- Born: December 1969 (age 56) New Haven, Connecticut
- Education: Yale University
- Occupation: Businessman
- Title: CEO of Sotheby's
- Spouse: Caterina Heil Stewart
- Children: 3

= Charles F. Stewart =

American business executive (born 1969)

Charles F. Stewart (born December 1969) is an American business executive who is known for his role as the chief executive officer of Sotheby’s. Stewart was the former co-president and chief financial officer of Altice USA.

==Early life and education==
Stewart attended Phillips Exeter Academy. He majored in history and received a bachelor's degree from Yale University. He went into investment banking after graduation upon seeing a former classmate working at an investment company with financial relationships in Brazil.

==Career==
In 1996, Stewart helped to open Morgan Stanley’s first Latin American office in Brazil. Stewart was involved with the international IPO of Unibanco and the privatization of Telebras during the 19 years he worked at Morgan Stanley.

On June 24, 2013, Stewart was appointed chief executive officer of Itaú BBA International, the corporate investment bank of the Itaú Unibanco group.
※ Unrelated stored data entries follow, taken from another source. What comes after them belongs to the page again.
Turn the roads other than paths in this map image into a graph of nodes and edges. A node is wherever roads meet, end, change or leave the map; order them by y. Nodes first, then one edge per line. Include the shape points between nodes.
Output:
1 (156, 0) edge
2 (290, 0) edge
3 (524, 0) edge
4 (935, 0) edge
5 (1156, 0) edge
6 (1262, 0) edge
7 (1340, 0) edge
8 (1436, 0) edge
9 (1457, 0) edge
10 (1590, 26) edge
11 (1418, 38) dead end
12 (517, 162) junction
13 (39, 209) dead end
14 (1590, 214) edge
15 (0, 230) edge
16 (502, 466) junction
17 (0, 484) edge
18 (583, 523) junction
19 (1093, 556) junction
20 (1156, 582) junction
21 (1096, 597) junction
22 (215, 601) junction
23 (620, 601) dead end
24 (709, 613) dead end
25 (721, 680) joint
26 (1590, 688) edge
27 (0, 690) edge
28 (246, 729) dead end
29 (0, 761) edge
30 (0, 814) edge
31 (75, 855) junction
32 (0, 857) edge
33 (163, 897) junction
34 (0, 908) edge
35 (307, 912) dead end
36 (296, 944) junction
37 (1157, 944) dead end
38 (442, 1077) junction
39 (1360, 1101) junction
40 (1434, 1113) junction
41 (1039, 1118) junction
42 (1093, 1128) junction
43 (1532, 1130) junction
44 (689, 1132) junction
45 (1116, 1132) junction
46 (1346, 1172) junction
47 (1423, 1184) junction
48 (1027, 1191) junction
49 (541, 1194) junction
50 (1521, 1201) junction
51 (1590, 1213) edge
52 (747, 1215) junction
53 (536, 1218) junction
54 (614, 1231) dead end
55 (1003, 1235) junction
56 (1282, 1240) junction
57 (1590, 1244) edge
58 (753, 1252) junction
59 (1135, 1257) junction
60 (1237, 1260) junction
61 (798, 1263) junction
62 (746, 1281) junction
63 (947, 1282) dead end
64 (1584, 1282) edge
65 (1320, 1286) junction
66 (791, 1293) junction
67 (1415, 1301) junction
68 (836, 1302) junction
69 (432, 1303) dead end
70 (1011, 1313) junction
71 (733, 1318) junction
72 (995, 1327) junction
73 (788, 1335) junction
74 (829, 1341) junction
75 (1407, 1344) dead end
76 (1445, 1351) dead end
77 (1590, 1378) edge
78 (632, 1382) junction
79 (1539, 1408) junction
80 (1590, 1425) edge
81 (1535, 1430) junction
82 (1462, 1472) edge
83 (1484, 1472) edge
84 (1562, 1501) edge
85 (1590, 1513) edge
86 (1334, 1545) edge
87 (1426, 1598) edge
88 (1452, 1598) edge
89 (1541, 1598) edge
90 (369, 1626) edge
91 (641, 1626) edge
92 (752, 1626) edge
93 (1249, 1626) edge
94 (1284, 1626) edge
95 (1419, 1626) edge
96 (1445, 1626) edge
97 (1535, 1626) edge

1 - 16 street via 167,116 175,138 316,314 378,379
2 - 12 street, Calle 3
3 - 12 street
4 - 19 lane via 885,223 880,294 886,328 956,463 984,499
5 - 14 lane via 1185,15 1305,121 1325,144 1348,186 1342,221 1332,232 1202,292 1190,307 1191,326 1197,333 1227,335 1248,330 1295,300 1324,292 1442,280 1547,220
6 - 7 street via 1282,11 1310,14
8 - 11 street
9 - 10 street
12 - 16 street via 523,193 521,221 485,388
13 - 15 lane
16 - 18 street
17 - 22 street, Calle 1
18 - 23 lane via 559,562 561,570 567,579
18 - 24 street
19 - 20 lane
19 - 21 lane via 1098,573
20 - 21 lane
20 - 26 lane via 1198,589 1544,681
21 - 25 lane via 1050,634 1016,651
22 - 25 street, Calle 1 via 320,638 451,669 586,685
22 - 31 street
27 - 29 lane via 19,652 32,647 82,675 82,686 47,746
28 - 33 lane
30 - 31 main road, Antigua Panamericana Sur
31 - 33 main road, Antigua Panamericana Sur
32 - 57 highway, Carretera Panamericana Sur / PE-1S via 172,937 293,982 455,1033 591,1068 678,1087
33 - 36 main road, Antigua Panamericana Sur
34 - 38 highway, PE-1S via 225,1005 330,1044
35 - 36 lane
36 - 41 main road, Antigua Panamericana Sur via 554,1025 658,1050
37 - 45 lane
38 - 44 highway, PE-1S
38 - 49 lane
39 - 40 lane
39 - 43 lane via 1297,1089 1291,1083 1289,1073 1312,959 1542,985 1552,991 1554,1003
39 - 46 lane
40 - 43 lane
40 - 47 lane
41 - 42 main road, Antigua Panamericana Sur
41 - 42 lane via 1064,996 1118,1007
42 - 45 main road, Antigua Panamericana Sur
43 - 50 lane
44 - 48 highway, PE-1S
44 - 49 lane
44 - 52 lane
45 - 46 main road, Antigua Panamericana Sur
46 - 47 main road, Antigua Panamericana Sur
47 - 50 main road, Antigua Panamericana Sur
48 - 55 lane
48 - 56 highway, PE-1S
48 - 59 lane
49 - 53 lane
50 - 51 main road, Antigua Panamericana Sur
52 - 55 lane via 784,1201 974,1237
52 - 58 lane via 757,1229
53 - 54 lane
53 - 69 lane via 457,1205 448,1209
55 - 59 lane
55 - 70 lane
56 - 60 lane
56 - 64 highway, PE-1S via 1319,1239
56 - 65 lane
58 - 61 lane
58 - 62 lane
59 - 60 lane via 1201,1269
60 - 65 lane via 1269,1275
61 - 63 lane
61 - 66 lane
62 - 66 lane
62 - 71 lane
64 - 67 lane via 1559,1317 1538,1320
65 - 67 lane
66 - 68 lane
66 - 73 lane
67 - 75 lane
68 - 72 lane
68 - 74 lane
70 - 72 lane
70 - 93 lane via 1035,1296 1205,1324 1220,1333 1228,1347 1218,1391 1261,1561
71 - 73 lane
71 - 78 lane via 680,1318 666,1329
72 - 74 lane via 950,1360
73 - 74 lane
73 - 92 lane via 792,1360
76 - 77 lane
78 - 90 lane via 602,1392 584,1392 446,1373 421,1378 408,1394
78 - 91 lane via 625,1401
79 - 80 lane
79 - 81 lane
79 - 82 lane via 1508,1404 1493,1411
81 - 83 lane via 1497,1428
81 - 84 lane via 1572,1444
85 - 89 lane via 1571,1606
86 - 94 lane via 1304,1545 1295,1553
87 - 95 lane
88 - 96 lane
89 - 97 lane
In 2015, Stewart was named co-president and chief financial officer of Altice USA after Patrick Drahi closed a $9.1 billion deal to acquire 70% of St. Louis-based cable operator Suddenlink. Stewart oversaw Altice’s initial public offering, raising $1.9 billion for the company.

In 2019, Stewart became the chief executive officer for Sotheby’s, another Drahi owned company.

Stewart serves on the Prep for Prep's board of trustees and the Coalition for College's board of directors.

==Personal life==
Stewart is married and has three children, two daughters and a son. Stewart has a home in the Hamptons.